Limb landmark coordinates
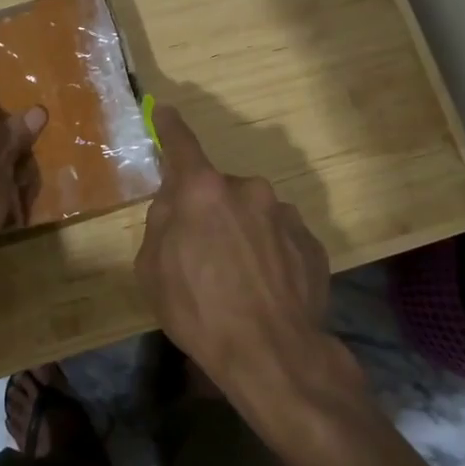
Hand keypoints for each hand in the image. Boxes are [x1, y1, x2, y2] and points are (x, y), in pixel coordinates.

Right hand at [132, 106, 333, 405]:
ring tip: (241, 281)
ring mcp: (284, 213)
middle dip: (209, 212)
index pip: (181, 144)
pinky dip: (270, 253)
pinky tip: (267, 289)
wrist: (274, 355)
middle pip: (218, 190)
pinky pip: (280, 237)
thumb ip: (161, 223)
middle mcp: (247, 189)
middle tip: (204, 254)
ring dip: (243, 233)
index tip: (166, 110)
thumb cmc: (200, 311)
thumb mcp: (153, 269)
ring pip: (252, 214)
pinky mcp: (311, 241)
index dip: (170, 126)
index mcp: (202, 191)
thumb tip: (174, 203)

## ASSIGNMENT
The records above are to be restated exactly, without their pictures.

## RESPONSE BELOW
Hand keypoints for each hand in the image. Boxes are [x1, y1, x2, y2] and points are (x, y), in pixel coordinates.

Right hand at [132, 106, 333, 405]:
ring tip: (241, 281)
ring mcp: (284, 213)
middle dip: (209, 212)
index pip: (181, 144)
pinky dip: (270, 253)
pinky tip: (267, 289)
wrist: (274, 355)
middle pip: (218, 190)
pinky pip: (280, 237)
thumb ip: (161, 223)
middle mcp: (247, 189)
middle tip: (204, 254)
ring dip: (243, 233)
index tip: (166, 110)
thumb cmc: (200, 311)
thumb mcp: (153, 269)
ring pip: (252, 214)
pinky mcp: (311, 241)
index dip: (170, 126)
index mcp: (202, 191)
thumb tip: (174, 203)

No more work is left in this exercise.